Hello,
I am running into the following errors when trying to use the OAI-PMH harvester on a digital commons site:
Unable to Connect to ssl://digitalcommons.wou.edu:443. Error #0: Please check to be certain the URL is correctly formatted for OAI-PMH harvesting.
The other URLs I’ve seen in examples are all non-secure, so I tried http instead:
Read timed out after 20 seconds Please check to be certain the URL is correctly formatted for OAI-PMH harvesting.
I looked around on here a bit more and saw the advice to increase the timeout in Request.php, so I pushed that up to 120 seconds and instead got:
Gateway Timeout
The gateway did not receive a timely response from the upstream server or application.
According to validator.oaipmh.com, the request response time from the server is just barely over a second:
- HTTP status 200
- Content type text/xml
- Content XML checked.
- Request time is 1.005 sec
- XML complies with OAI-PMH XML Schema http://www.openarchives.org/OAI/2.0/OAI-PMH.xsd
- OAI-PMH protocol version is 2.0.
- Valid adminEmail dc-support@bepress.com
Finally I moved onto looking at other repositories from https://www.openarchives.org/Register/BrowseSites to see if those were working any better, but hit the same snags with http://pdxscholar.library.pdx.edu/do/oai , http://agritrop.cirad.fr/cgi/oai2 and http://citeseerx.ist.psu.edu/oai2
Any idea why the harvester plugin is having trouble? From the fact that it’s not working with any of the repositories I try, I’m wondering if there’s a port or something on my campus firewall that needs to be opened for the harvester to get to the repositories.

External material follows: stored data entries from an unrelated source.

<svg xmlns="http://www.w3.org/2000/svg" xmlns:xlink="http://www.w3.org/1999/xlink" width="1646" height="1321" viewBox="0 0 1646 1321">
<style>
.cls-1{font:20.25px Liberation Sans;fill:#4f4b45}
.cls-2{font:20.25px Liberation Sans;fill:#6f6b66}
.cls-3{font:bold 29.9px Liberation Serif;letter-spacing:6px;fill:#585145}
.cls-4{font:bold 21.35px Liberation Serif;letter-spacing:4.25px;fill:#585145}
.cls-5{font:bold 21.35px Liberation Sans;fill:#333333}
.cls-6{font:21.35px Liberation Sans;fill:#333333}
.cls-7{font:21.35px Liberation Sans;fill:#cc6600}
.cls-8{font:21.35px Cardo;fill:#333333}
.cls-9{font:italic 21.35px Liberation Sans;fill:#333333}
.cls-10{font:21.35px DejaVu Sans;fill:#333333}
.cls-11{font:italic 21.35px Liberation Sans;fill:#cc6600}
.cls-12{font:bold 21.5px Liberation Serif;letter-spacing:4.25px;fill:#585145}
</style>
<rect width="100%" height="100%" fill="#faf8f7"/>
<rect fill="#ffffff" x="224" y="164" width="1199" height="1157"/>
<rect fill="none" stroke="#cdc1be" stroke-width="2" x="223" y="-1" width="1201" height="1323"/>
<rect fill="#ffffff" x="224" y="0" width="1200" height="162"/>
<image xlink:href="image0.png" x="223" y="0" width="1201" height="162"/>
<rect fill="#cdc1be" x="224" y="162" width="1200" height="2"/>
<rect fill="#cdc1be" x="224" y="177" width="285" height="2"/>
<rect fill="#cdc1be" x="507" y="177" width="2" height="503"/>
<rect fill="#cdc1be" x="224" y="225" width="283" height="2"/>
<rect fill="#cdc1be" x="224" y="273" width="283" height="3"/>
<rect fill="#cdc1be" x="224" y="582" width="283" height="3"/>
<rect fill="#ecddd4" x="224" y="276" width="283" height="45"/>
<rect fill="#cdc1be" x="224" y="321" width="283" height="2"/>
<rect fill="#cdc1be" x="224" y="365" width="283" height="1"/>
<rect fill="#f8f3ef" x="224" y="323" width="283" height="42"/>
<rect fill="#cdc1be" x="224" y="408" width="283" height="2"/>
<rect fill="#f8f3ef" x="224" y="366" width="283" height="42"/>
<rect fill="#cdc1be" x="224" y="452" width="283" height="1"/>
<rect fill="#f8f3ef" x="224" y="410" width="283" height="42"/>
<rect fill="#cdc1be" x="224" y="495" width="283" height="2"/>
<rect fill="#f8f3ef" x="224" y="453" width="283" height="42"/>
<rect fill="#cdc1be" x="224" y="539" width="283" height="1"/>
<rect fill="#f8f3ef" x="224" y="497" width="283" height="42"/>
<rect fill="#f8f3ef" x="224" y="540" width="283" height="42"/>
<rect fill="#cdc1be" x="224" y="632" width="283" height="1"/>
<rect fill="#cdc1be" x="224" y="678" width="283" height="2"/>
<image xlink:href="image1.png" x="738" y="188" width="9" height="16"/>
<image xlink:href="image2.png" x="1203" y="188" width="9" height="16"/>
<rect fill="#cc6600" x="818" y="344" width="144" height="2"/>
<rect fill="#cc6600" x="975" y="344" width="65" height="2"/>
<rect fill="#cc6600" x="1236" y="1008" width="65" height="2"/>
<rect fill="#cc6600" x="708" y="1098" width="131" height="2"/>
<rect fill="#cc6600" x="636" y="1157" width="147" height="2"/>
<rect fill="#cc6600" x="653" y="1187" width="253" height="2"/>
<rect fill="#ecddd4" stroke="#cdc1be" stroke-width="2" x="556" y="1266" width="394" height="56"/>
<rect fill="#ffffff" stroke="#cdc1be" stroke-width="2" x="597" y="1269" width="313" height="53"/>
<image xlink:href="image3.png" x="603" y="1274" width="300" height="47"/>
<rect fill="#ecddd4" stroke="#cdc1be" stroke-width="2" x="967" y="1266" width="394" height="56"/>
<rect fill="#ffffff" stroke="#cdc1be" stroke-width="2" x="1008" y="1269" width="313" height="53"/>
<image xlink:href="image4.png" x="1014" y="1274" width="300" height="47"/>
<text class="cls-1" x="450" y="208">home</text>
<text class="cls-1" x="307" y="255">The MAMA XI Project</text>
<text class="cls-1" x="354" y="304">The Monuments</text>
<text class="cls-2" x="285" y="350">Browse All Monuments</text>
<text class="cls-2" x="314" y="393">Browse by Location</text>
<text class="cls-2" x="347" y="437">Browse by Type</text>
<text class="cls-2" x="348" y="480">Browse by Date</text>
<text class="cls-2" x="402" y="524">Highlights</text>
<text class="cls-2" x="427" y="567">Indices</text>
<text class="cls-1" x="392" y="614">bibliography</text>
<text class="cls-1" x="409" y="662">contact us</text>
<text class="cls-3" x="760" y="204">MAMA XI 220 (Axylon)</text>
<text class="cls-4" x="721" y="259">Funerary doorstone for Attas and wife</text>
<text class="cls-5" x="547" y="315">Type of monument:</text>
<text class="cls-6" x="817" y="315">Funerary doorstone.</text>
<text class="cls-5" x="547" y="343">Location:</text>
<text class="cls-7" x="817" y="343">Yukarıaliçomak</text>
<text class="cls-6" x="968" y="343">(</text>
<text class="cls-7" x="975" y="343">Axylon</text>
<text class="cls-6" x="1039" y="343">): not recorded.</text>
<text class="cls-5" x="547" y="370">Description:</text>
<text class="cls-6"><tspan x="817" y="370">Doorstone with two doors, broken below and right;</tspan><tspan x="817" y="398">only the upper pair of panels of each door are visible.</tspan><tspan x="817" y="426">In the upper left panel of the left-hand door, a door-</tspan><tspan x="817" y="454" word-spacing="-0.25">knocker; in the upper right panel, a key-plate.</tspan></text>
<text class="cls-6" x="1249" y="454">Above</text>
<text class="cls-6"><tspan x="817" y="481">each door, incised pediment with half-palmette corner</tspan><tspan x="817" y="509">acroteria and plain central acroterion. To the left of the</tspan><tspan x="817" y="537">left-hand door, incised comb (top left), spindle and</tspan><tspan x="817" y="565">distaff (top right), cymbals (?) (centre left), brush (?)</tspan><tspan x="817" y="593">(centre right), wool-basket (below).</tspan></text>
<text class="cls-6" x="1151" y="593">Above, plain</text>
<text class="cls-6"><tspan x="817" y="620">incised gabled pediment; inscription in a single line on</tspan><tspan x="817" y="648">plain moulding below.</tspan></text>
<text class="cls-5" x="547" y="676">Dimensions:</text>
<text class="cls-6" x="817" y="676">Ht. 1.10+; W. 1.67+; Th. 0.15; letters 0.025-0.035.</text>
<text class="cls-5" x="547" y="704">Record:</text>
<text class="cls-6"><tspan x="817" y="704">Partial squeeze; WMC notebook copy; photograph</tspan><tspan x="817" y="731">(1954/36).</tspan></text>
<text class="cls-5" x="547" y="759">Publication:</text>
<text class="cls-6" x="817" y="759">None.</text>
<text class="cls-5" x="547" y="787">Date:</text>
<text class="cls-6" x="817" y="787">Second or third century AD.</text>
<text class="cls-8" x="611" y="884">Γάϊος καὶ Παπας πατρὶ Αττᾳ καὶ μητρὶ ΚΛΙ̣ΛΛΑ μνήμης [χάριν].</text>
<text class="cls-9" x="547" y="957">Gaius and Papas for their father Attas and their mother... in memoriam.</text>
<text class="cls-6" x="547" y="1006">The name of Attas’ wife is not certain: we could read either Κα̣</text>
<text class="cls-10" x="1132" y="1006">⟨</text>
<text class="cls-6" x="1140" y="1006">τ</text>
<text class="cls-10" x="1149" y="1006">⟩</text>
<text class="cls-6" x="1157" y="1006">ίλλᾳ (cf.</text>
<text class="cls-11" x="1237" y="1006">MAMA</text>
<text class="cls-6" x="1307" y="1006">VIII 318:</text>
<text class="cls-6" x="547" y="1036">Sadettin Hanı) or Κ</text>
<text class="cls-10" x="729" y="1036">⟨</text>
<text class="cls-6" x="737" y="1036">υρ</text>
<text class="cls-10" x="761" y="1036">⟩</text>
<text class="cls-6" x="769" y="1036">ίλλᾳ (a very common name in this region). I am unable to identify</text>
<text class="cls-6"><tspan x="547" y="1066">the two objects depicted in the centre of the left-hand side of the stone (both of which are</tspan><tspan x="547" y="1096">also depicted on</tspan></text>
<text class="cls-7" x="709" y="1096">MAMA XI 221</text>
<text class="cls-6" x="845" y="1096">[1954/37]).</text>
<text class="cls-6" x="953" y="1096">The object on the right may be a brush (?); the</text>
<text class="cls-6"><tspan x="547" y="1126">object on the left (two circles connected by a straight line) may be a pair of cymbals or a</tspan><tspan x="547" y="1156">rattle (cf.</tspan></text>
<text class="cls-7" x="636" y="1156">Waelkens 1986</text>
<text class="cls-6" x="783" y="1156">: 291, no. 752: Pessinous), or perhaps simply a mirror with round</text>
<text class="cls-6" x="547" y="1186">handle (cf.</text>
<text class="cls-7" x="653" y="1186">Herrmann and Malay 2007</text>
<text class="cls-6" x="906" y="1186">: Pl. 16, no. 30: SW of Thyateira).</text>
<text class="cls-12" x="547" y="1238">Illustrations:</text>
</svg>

Thanks for any help you can offer! 
Our campus IT department made Port 443 available for us, and now the harvester is getting responses from servers. Hooray!
Unfortunately I’ve now hit a PHP error:
RuntimeException: The configured PHP path () is invalid. in /webvol/application/libraries/Omeka/Job/Process/Dispatcher.php:114 Stack trace: #0 /webvol/application/libraries/Omeka/Job/Process/Dispatcher.php(93): Omeka_Job_Process_Dispatcher::_checkCliPath('') #1 /webvol/application/libraries/Omeka/Job/Process/Dispatcher.php(28): Omeka_Job_Process_Dispatcher::getPHPCliPath() #2 /webvol/application/libraries/Omeka/Job/Dispatcher/Adapter/BackgroundProcess.php(31): Omeka_Job_Process_Dispatcher::startProcess('Omeka_Job_Proce...', Object(User), Array) #3 /webvol/application/libraries/Omeka/Job/Dispatcher/Default.php(151): Omeka_Job_Dispatcher_Adapter_BackgroundProcess->send('{"className":"O...', Array) #4 /webvol/plugins/OaipmhHarvester/controllers/IndexController.php(156): Omeka_Job_Dispatcher_Default->sendLongRunning('OaipmhHarvester...', Array) #5 /webvol/application/libraries/Zend/Controller/Action.php(516): OaipmhHarvester_IndexController->harvestAction() #6 /webvol/application/libraries/Zend/Controller/Dispatcher/Standard.php(308): Zend_Controller_Action->dispatch('harvestAction') #7 /webvol/application/libraries/Zend/Controller/Front.php(954): Zend_Controller_Dispatcher_Standard->dispatch(Object(Zend_Controller_Request_Http), Object(Zend_Controller_Response_Http)) #8 /webvol/application/libraries/Zend/Application/Bootstrap/Bootstrap.php(105): Zend_Controller_Front->dispatch() #9 /webvol/application/libraries/Zend/Application.php(384): Zend_Application_Bootstrap_Bootstrap->run() #10 /webvol/application/libraries/Omeka/Application.php(73): Zend_Application->run() #11 /webvol/admin/index.php(28): Omeka_Application->run() #12 {main}
This shows up when I try to harvest. When I just retrieve the sets, everything works.
This error means that Omeka can’t detect the path to PHP-CLI on your server. That’s needed to run background jobs like imports or harvests that could run a long time.
IT or hosting should be able to tell you what the proper path for that is, and then you can configure it by setting it in the application/config/config.ini file. There’s a line in there for background.php.path
which is where you’d set it.
This is a topic that’s discussed in the manual, if you’d like to look there also.
1 Like
Thanks! This can now be marked resolved.
OAI-PMH is very old, but still efficient for harvest. According to OAI-PMH standard, the oai-pmh repository must be http, not https. Some libraries are strict with standards (like the French national library), and don’t have https for the OAI-PMH server, but most of libraries are now available as https.
1 Like
Thanks, Daniel. That makes sense!